I started off by telling her that I never would have found some of the food triggers I did if I didn't go on my first elimination diet. I told her I found soy almost immediately and I don't believe I would have found it any other way. Soy is in so many different foods. I also said that my basic diet does include gluten and I have some other foods that are not high on the food trigger list, but anything can be a food trigger for anyone and I am aware of what my basic foods are and can adjust them as needed. She nodded in agreement.
I explained that I understand there are other triggers that may hinder the introductions of new foods. Like the first four weeks I started on the diet this time and if that happens after I start adding back in, I may need to reintroduce that new food again, but at least I am aware of some of these other triggers. I definitely understand how tricky the ediet is, how there are so many factors to consider and other obstacles that can interfere with what we are trying to accomplish and I will do what I can to make it as accurate as I can. Migraines are not easy on any front, but we have to do what we can to help them. Not everyone has food triggers, but I believe the elimination diet is the best way to find out if we do have food triggers. I know it is the best way for me.

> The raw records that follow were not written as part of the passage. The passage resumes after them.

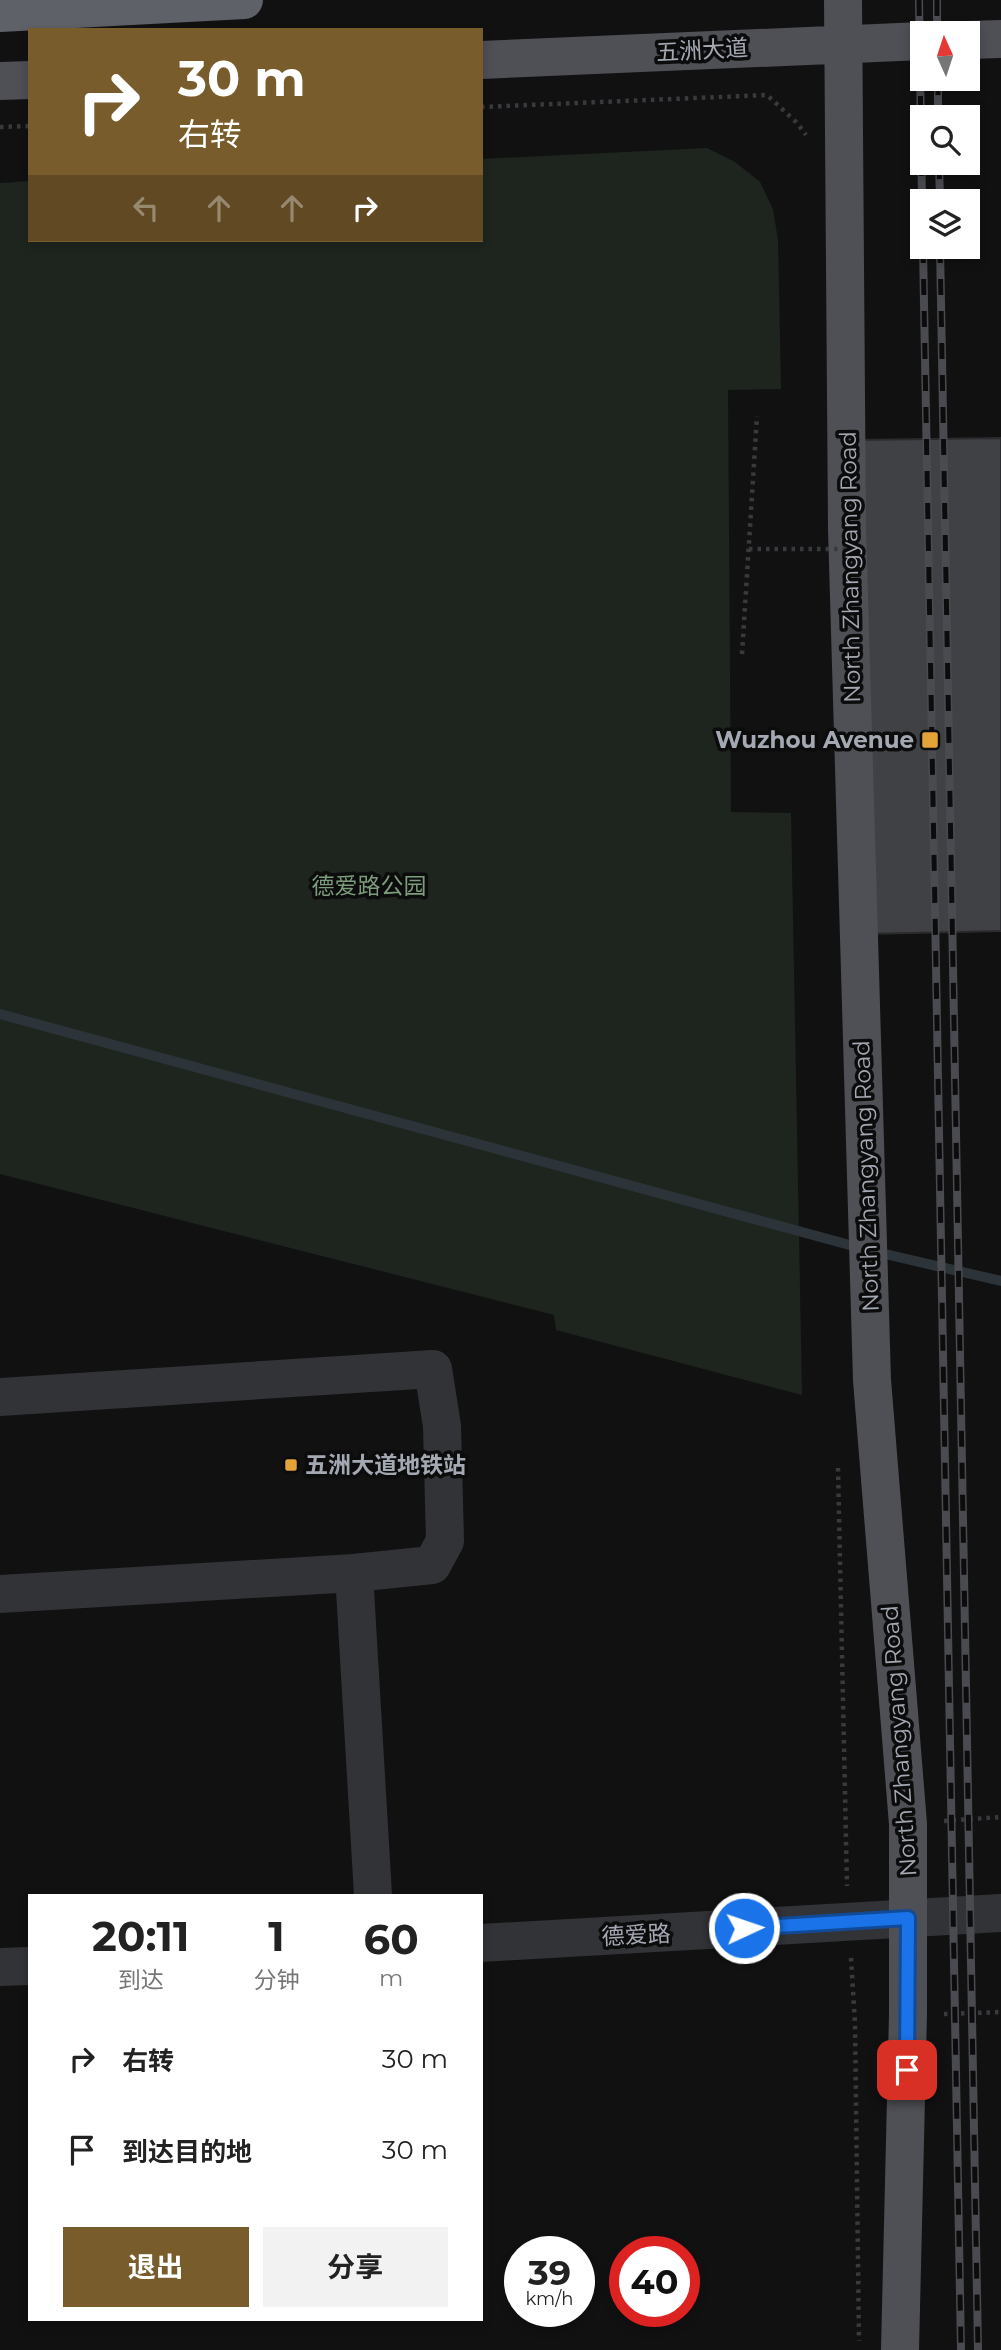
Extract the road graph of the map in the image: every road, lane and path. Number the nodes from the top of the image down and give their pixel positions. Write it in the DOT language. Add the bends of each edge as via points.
graph roads {
  1 [pos="244,0"];
  2 [pos="843,0"];
  3 [pos="0,13"];
  4 [pos="1001,39"];
  5 [pos="980,40"];
  6 [pos="910,41"];
  7 [pos="842,43"];
  8 [pos="483,60"];
  9 [pos="28,80"];
  10 [pos="0,81"];
  11 [pos="483,107"];
  12 [pos="28,126"];
  13 [pos="0,127"];
  14 [pos="808,138"];
  15 [pos="757,416"];
  16 [pos="811,548"];
  17 [pos="749,549"];
  18 [pos="856,549"];
  19 [pos="811,562"];
  20 [pos="742,654"];
  21 [pos="0,1396"];
  22 [pos="838,1462"];
  23 [pos="354,1573"];
  24 [pos="0,1594"];
  25 [pos="1001,1817"];
  26 [pos="908,1824"];
  27 [pos="373,1894"];
  28 [pos="1001,1913"];
  29 [pos="908,1918"];
  30 [pos="849,1923"];
  31 [pos="483,1943"];
  32 [pos="28,1966"];
  33 [pos="0,1967"];
  34 [pos="1001,2012"];
  35 [pos="908,2014"];
  36 [pos="859,2350"];
  37 [pos="900,2350"];
  1 -- 3 [label="highway"];
  2 -- 7 [label="main road, North Zhangyang Road"];
  4 -- 5 [label="main road"];
  6 -- 7 [label="main road, 五洲大道"];
  7 -- 8 [label="main road, 五洲大道"];
  7 -- 26 [label="main road, North Zhangyang Road" via="847,529 872,1380"];
  9 -- 10 [label="main road"];
  11 -- 14 [label="path" via="767,95"];
  12 -- 13 [label="path"];
  15 -- 17 [label="path"];
  16 -- 19 [label="path"];
  17 -- 18 [label="path, bridge"];
  17 -- 20 [label="path"];
  21 -- 23 [label="street" via="433,1369 442,1426 445,1541 432,1565"];
  22 -- 30 [label="path"];
  23 -- 24 [label="street"];
  23 -- 27 [label="street"];
  25 -- 26 [label="path"];
  26 -- 29 [label="main road, North Zhangyang Road"];
  28 -- 29 [label="street, 德爱路"];
  29 -- 30 [label="street, 德爱路"];
  29 -- 35 [label="main road, North Zhangyang Road"];
  30 -- 31 [label="street, 德爱路"];
  30 -- 36 [label="path" via="855,2023"];
  32 -- 33 [label="street"];
  34 -- 35 [label="path"];
  35 -- 37 [label="main road, North Zhangyang Road"];
}
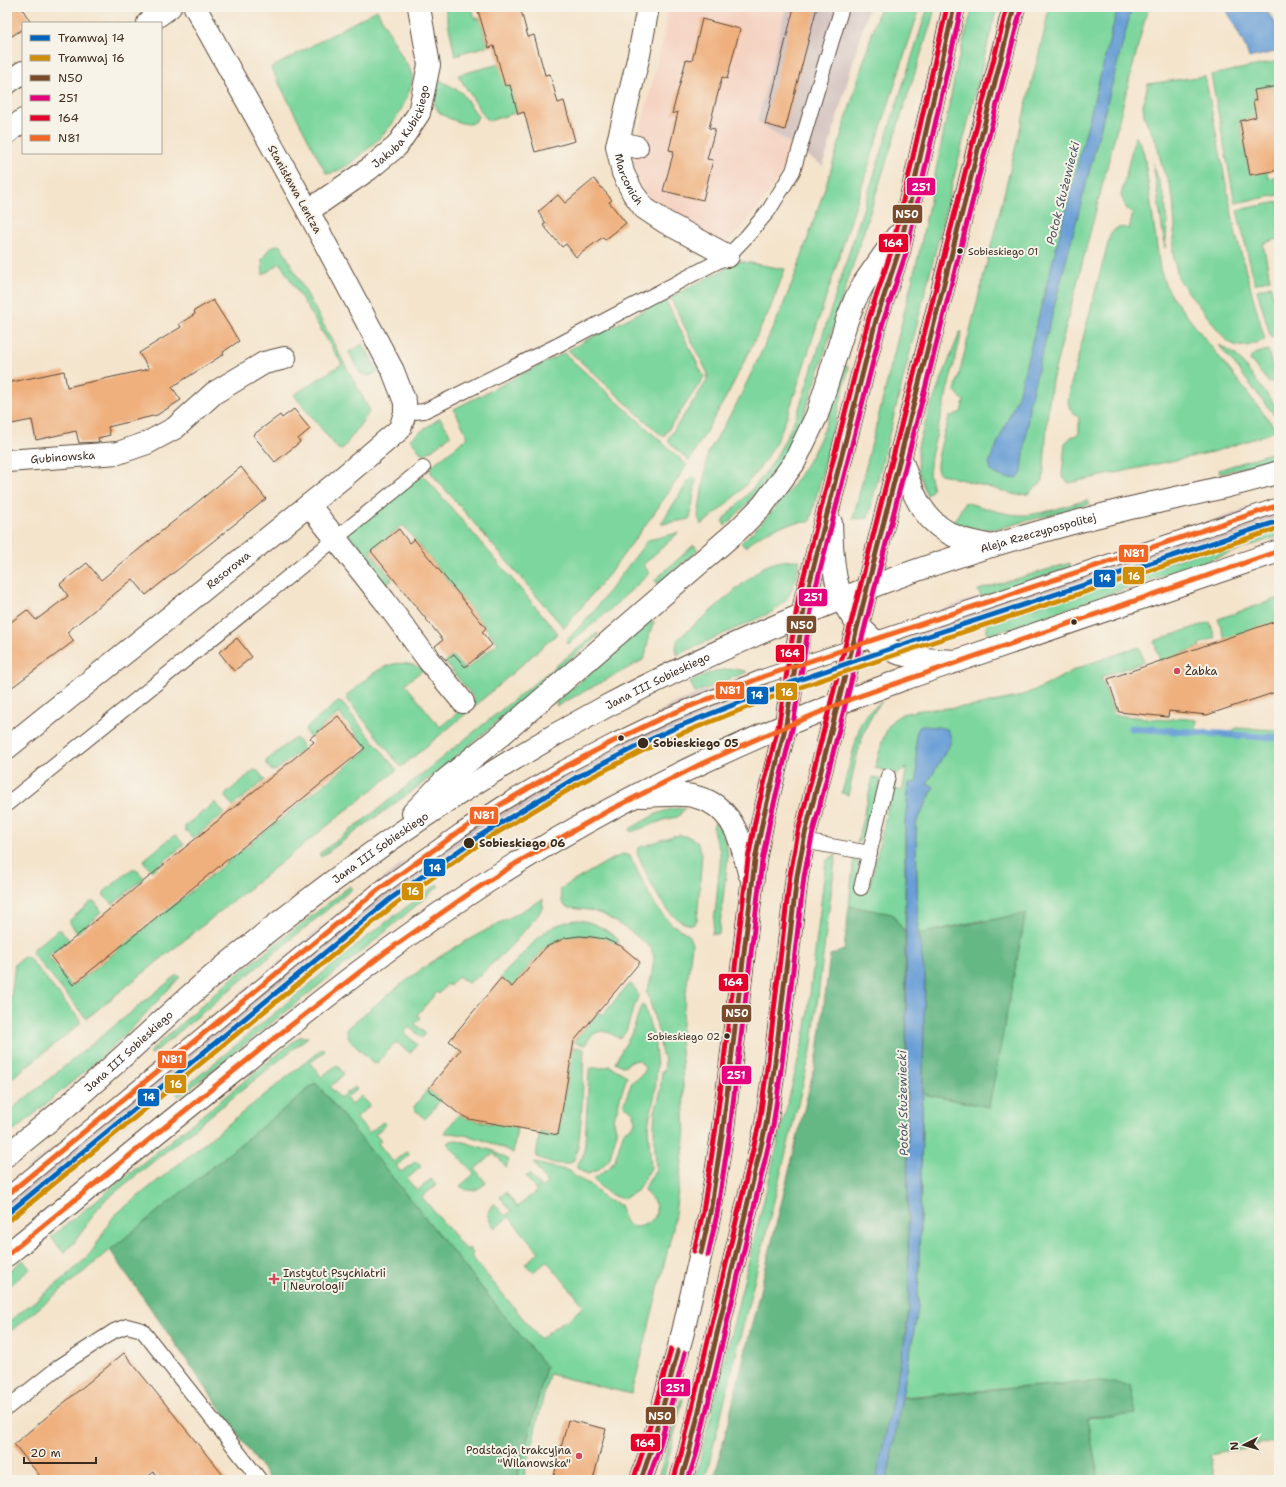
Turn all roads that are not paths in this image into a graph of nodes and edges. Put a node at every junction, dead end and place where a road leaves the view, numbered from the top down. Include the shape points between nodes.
1 (170, 7) edge
2 (195, 7) edge
3 (419, 7) edge
4 (648, 7) edge
5 (842, 7) edge
6 (954, 7) edge
7 (1014, 7) edge
8 (149, 22) edge
9 (22, 73) edge
10 (7, 83) edge
11 (22, 121) edge
12 (7, 133) edge
13 (308, 211) junction
14 (904, 225) junction
15 (728, 256) junction
16 (285, 358) dead end
17 (405, 413) junction
18 (900, 455) junction
19 (7, 460) edge
20 (423, 468) dead end
21 (1279, 472) edge
22 (309, 505) junction
23 (829, 505) junction
24 (1279, 505) edge
25 (335, 538) junction
26 (992, 546) junction
27 (1279, 551) edge
28 (866, 589) junction
29 (842, 599) junction
30 (803, 614) junction
31 (858, 624) junction
32 (872, 639) junction
33 (852, 646) junction
34 (956, 662) junction
35 (795, 665) junction
36 (463, 702) dead end
37 (837, 704) junction
38 (786, 724) junction
39 (7, 748) edge
40 (888, 776) dead end
41 (634, 797) junction
42 (7, 804) edge
43 (803, 841) junction
44 (381, 846) junction
45 (870, 853) junction
46 (752, 884) junction
47 (861, 888) dead end
48 (7, 1155) edge
49 (7, 1195) edge
50 (7, 1255) edge
51 (7, 1408) edge
52 (260, 1480) edge
53 (641, 1480) edge
54 (681, 1480) edge

1 - 8 main road
2 - 13 main road, Stanisława Lentza
3 - 13 main road, Jakuba Kubickiego via 429,65 419,113 397,146 369,169
4 - 15 main road, Marconich via 628,144 617,150 623,172 644,208
5 - 15 lane via 793,171 769,210
6 - 14 main road
7 - 18 main road
9 - 10 main road
11 - 12 main road
13 - 17 main road, Stanisława Lentza via 393,371 405,402
14 - 23 main road via 892,273 876,320
14 - 44 main road via 855,300 811,427 794,463 763,505 738,530 507,730 444,781
15 - 17 lane via 441,403 424,411
16 - 19 main road, Gubinowska via 264,364 214,393 175,428 147,443 118,453
17 - 22 main road, Resorowa via 400,429
18 - 26 main road via 912,491 930,518 943,530 954,535
18 - 28 main road
20 - 25 lane
21 - 26 main road, Aleja Rzeczypospolitej via 1103,515
22 - 25 main road
22 - 39 main road, Resorowa
23 - 29 main road via 835,573
23 - 30 main road
24 - 32 lane
25 - 36 main road
25 - 42 lane
26 - 28 main road, Aleja Rzeczypospolitej
27 - 34 main road
28 - 29 main road, Aleja Rzeczypospolitej
28 - 31 main road
29 - 30 main road, Aleja Rzeczypospolitej
29 - 31 main road
30 - 35 main road
30 - 44 main road, Jana III Sobieskiego via 719,651 605,707 495,771
31 - 32 main road
31 - 33 main road
32 - 33 lane
32 - 34 main road via 904,655
33 - 35 lane
33 - 37 main road
34 - 37 main road
35 - 38 main road
35 - 49 lane via 714,695 633,732 542,780 460,831 355,908
37 - 38 main road
37 - 43 main road
38 - 41 main road
38 - 46 main road via 763,819
40 - 45 lane
41 - 46 main road via 685,794 719,808 738,832
41 - 50 main road via 579,826 506,870 390,948 328,995
43 - 45 lane
43 - 54 main road via 766,1125
44 - 48 main road, Jana III Sobieskiego via 210,978 91,1086
45 - 47 lane
46 - 53 main road via 723,1128 710,1213 683,1332
51 - 52 lane via 60,1366 114,1331 127,1326 142,1330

My doctor told me she hopes this works for me and that she hopes I can turn her opinion around. I'm pretty sure I turned around one of my previous doctor's opinions on the ediet after I brought out my charts and explained everything I had done. This was the first and only time this old doctor was interested in anything I brought with me. This doctor actually sat next to me as I went over everything! I never went back after I gave the doctor this lesson.
I'd like to show you one reason why I believe in the elimination diet as much as I do. Please mind you that I did not have this graph when I visited my doctor this week, but I can promise you that I will make a believer of her during my next visit. This is a graph of the first five weeks from both of my elimination diets - I need to point a few things out after:
The dark brown line is from my first ediet while the gold line is from the ediet I am currently on. The graph would probably show a better difference if I could show it as monthly, but it is too soon for that now. This time, the number of Migraines I started with is lower than where they were the first time. I believe a big reason is because I have been avoiding the food triggers I found from that first diet.
If you look at the first ediet, the number of Migraines started to reduce dramatically after two weeks. You will also notice that they increased significantly during the fifth week. For various reasons, this was the week I had to start adding back new foods. As you can see and to my surprise, I did not have a good reaction to this particular first food.
During my second ediet, I really didn't have much of a drop in the number of Migraines until week five. The first four weeks were surrounded by unavoidable triggers. There were no unavoidable triggers during week five and so far, it's been a fairly good week six. As you can see, it would not have been good to start adding back new foods after four weeks this time. I feel I am ready to start adding back now!
During my visit, my doctor asked me what I was supposed to add back first. I told her anything I wanted. I will be as methodical as I was the first time and more cognizant of other triggers this time as I have learned so much more about Migraines and triggers since I first did the elimination diet.
I really am ready to start adding back now. I am ready for more variety in my diet, but I want to find more true food triggers if I have them.
Do you have food triggers? How did you go about finding your food triggers if you have them? Have you done the elimination diet? How did you go about doing your elimination diet?